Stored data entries
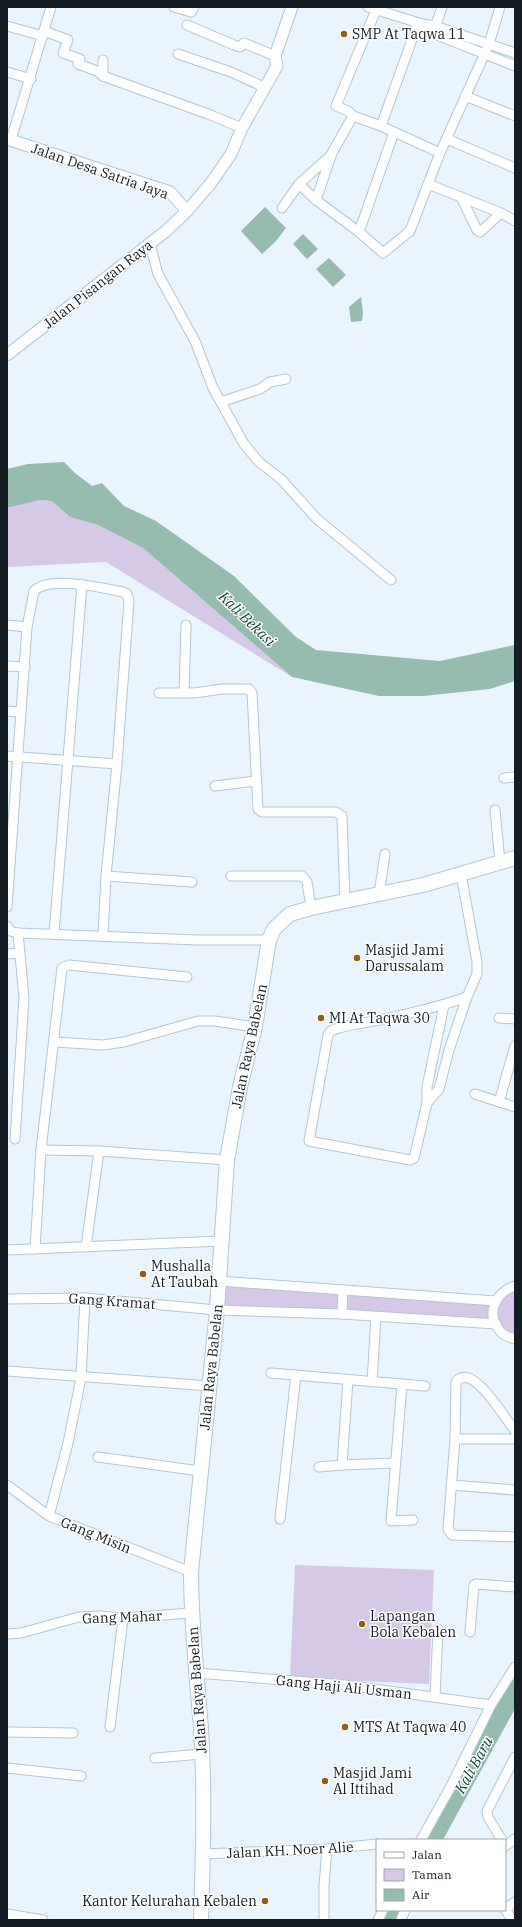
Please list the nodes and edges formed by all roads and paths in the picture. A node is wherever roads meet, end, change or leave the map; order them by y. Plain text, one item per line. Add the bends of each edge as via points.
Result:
1 (51, 7) edge
2 (174, 7) edge
3 (194, 7) edge
4 (292, 7) edge
5 (442, 7) edge
6 (500, 7) edge
7 (372, 8) edge
8 (420, 23) junction
9 (187, 25) dead end
10 (7, 26) edge
11 (434, 29) junction
12 (43, 34) junction
13 (489, 44) junction
14 (484, 53) junction
15 (515, 53) edge
16 (178, 54) dead end
17 (275, 56) junction
18 (103, 60) dead end
19 (515, 66) edge
20 (7, 72) edge
21 (103, 76) junction
22 (31, 79) junction
23 (264, 87) junction
24 (465, 96) junction
25 (353, 116) junction
26 (515, 116) edge
27 (381, 126) junction
28 (242, 128) junction
29 (394, 132) junction
30 (9, 139) edge
31 (447, 139) junction
32 (332, 153) junction
33 (440, 153) junction
34 (515, 168) edge
35 (299, 184) junction
36 (428, 184) junction
37 (461, 198) junction
38 (316, 200) junction
39 (282, 208) dead end
40 (187, 211) junction
41 (501, 213) junction
42 (515, 221) edge
43 (359, 232) junction
44 (150, 244) junction
45 (8, 353) edge
46 (286, 379) dead end
47 (221, 402) junction
48 (391, 580) dead end
49 (82, 584) junction
50 (7, 625) edge
51 (186, 625) dead end
52 (27, 627) junction
53 (7, 666) edge
54 (25, 667) junction
55 (159, 693) dead end
56 (184, 693) junction
57 (7, 711) edge
58 (21, 712) junction
59 (7, 756) edge
60 (18, 756) junction
61 (68, 760) junction
62 (117, 764) junction
63 (515, 777) edge
64 (504, 778) dead end
65 (256, 781) junction
66 (215, 786) dead end
67 (11, 801) edge
68 (495, 810) dead end
69 (9, 849) edge
70 (384, 854) dead end
71 (515, 858) edge
72 (500, 862) junction
73 (461, 874) junction
74 (106, 876) junction
75 (231, 876) dead end
76 (192, 882) dead end
77 (379, 894) junction
78 (345, 902) junction
79 (7, 907) edge
80 (311, 908) junction
81 (7, 926) edge
82 (18, 933) junction
83 (54, 934) junction
84 (103, 936) junction
85 (269, 940) junction
86 (20, 953) junction
87 (7, 954) edge
88 (187, 977) dead end
89 (467, 997) junction
90 (444, 1005) junction
91 (499, 1018) dead end
92 (515, 1019) edge
93 (255, 1027) junction
94 (54, 1042) junction
95 (515, 1046) edge
96 (434, 1048) junction
97 (449, 1050) junction
98 (475, 1094) dead end
99 (499, 1102) junction
100 (427, 1103) junction
101 (515, 1107) edge
102 (15, 1139) dead end
103 (41, 1150) junction
104 (99, 1151) junction
105 (227, 1160) junction
106 (222, 1241) junction
107 (86, 1247) junction
108 (35, 1249) junction
109 (7, 1250) edge
110 (219, 1281) junction
111 (515, 1286) edge
112 (343, 1290) junction
113 (7, 1298) edge
114 (85, 1298) junction
115 (496, 1301) junction
116 (217, 1310) junction
117 (342, 1314) junction
118 (376, 1317) junction
119 (496, 1324) junction
120 (515, 1339) edge
121 (7, 1371) edge
122 (271, 1373) dead end
123 (296, 1375) junction
124 (80, 1378) junction
125 (348, 1380) junction
126 (372, 1382) junction
127 (402, 1384) junction
128 (210, 1386) junction
129 (425, 1386) dead end
130 (515, 1431) edge
131 (456, 1439) junction
132 (515, 1439) edge
133 (98, 1457) dead end
134 (395, 1463) junction
135 (342, 1466) junction
136 (319, 1467) dead end
137 (200, 1471) junction
138 (451, 1485) junction
139 (7, 1486) edge
140 (515, 1490) edge
141 (49, 1516) junction
142 (280, 1519) dead end
143 (413, 1520) dead end
144 (515, 1537) edge
145 (191, 1572) junction
146 (515, 1587) edge
147 (191, 1613) junction
148 (123, 1618) junction
149 (438, 1629) dead end
150 (470, 1632) dead end
151 (7, 1634) edge
152 (515, 1667) edge
153 (196, 1673) junction
154 (435, 1697) junction
155 (491, 1706) junction
156 (110, 1727) dead end
157 (7, 1732) edge
158 (73, 1733) dead end
159 (202, 1754) junction
160 (155, 1758) dead end
161 (514, 1764) edge
162 (7, 1768) edge
163 (81, 1776) dead end
164 (422, 1839) edge
165 (501, 1839) edge
166 (515, 1839) edge
167 (376, 1844) edge
168 (506, 1845) edge
169 (327, 1848) junction
170 (203, 1854) junction
171 (515, 1902) edge
172 (506, 1908) edge
173 (382, 1911) edge
174 (506, 1911) edge
175 (7, 1914) edge
176 (43, 1920) edge
177 (201, 1920) edge
178 (324, 1920) edge
179 (378, 1920) edge
180 (512, 1920) edge

1 - 12 street
2 - 3 street via 190,12
4 - 17 street, Jalan Pisangan Raya
5 - 11 street
6 - 13 street
7 - 8 street
7 - 25 street via 336,106
8 - 11 street
8 - 27 street
9 - 17 street via 234,45 240,47 244,43
10 - 12 street
11 - 13 street
11 - 14 street
12 - 21 street via 66,38 68,40 63,52 80,58 78,64
12 - 22 street
13 - 14 street
13 - 15 street
14 - 19 street
14 - 24 street
16 - 23 street via 231,72
17 - 23 street, Jalan Pisangan Raya via 277,66
18 - 21 street
20 - 22 street
21 - 28 street
22 - 30 street
23 - 28 street, Jalan Pisangan Raya
24 - 26 street
24 - 31 street
25 - 27 street
25 - 32 street
27 - 29 street
28 - 40 street, Jalan Pisangan Raya via 231,154
29 - 33 street
29 - 43 street
30 - 40 street, Jalan Desa Satria Jaya via 170,192
31 - 33 street
31 - 34 street
32 - 35 street
32 - 38 street
33 - 36 street
35 - 38 street
35 - 39 street
36 - 37 street
36 - 43 street via 410,231 383,253
37 - 41 street
37 - 41 street via 480,232
38 - 43 street
40 - 44 street, Jalan Pisangan Raya
41 - 42 street
44 - 45 street, Jalan Pisangan Raya
44 - 47 street via 158,274 194,341
46 - 47 street via 270,382 263,388
47 - 48 street via 244,444 259,462 280,479 317,519
49 - 52 street via 52,585 36,589
49 - 61 street
49 - 62 street via 123,592 129,597
50 - 52 street
51 - 56 street
52 - 54 street
53 - 54 street
54 - 58 street
55 - 56 street
56 - 65 street via 240,688 252,691
57 - 58 street
58 - 60 street
59 - 60 street
60 - 61 street
60 - 67 street
61 - 62 street
61 - 83 street
62 - 74 street
63 - 64 street
65 - 66 street
65 - 78 street via 258,809 262,812 336,812 342,816
67 - 69 street
68 - 72 street
69 - 79 street
70 - 77 street
71 - 72 main road, Jalan Raya Babelan
72 - 73 main road, Jalan Raya Babelan
73 - 77 main road, Jalan Raya Babelan
73 - 89 street via 477,962 477,974
74 - 76 street
74 - 84 street
75 - 80 street via 302,876 307,882
77 - 78 main road, Jalan Raya Babelan
78 - 80 main road, Jalan Raya Babelan
80 - 85 main road, Jalan Raya Babelan via 290,914 274,929
81 - 82 street via 10,931
82 - 83 street
82 - 86 street
83 - 84 street
84 - 85 street
85 - 93 main road, Jalan Raya Babelan
86 - 87 street
86 - 102 street via 24,998
88 - 94 street via 64,966 61,971
89 - 90 street
89 - 97 street
90 - 96 street
90 - 100 street via 343,1026 331,1031 328,1035 309,1140 410,1160 414,1158
91 - 92 street
93 - 94 street via 198,1021 124,1042
93 - 105 main road, Jalan Raya Babelan via 240,1087
94 - 103 street
95 - 99 street
96 - 97 street
96 - 100 street via 426,1089
97 - 100 street via 439,1089
98 - 99 street
99 - 101 street
103 - 104 street
103 - 108 street
104 - 105 street
104 - 107 street
105 - 106 main road, Jalan Raya Babelan
106 - 107 street
106 - 110 main road, Jalan Raya Babelan
107 - 108 street
108 - 109 street
110 - 112 street
110 - 116 main road, Jalan Raya Babelan
111 - 115 street via 505,1289
112 - 115 street
112 - 117 street
113 - 114 street, Gang Kramat
114 - 116 street, Gang Kramat
114 - 124 street
115 - 119 street via 493,1312
116 - 117 street, Gang Kramat
116 - 128 main road, Jalan Raya Babelan
117 - 118 street, Gang Kramat
118 - 119 street, Gang Kramat
118 - 126 street
119 - 120 street via 504,1334
121 - 124 street
122 - 123 street
123 - 125 street
123 - 142 street
124 - 128 street
124 - 141 street via 68,1443
125 - 126 street
125 - 135 street
126 - 127 street
127 - 129 street
127 - 134 street
128 - 137 main road, Jalan Raya Babelan
130 - 131 street via 482,1386 466,1376 460,1377 456,1382
131 - 132 street
131 - 138 street
133 - 137 street
134 - 135 street
134 - 143 street via 391,1521
135 - 136 street
137 - 145 main road, Jalan Raya Babelan
138 - 140 street
138 - 144 street via 448,1529 451,1534
139 - 141 street, Gang Misin
141 - 145 street, Gang Misin
145 - 147 main road, Jalan Raya Babelan
146 - 150 street via 474,1585
147 - 148 street, Gang Mahar
147 - 153 main road, Jalan Raya Babelan
148 - 151 street, Gang Mahar via 79,1617 21,1633
148 - 156 street
149 - 154 street
152 - 155 street
153 - 154 street, Gang Haji Ali Usman via 345,1685
153 - 159 main road, Jalan Raya Babelan
154 - 155 street, Gang Haji Ali Usman
155 - 164 street
157 - 158 street
159 - 160 street
159 - 170 main road, Jalan Raya Babelan
161 - 165 street via 487,1813
162 - 163 street
166 - 168 street
167 - 169 street, Jalan KH. Noer Alie
169 - 170 street, Jalan KH. Noer Alie
169 - 178 street
170 - 177 main road, Jalan Raya Babelan
171 - 172 street
173 - 179 street
174 - 180 street
175 - 176 street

## Prompt
Search the records above for the string "Misin" and copy each line that holds it.

## Exercise result
139 - 141 street, Gang Misin
141 - 145 street, Gang Misin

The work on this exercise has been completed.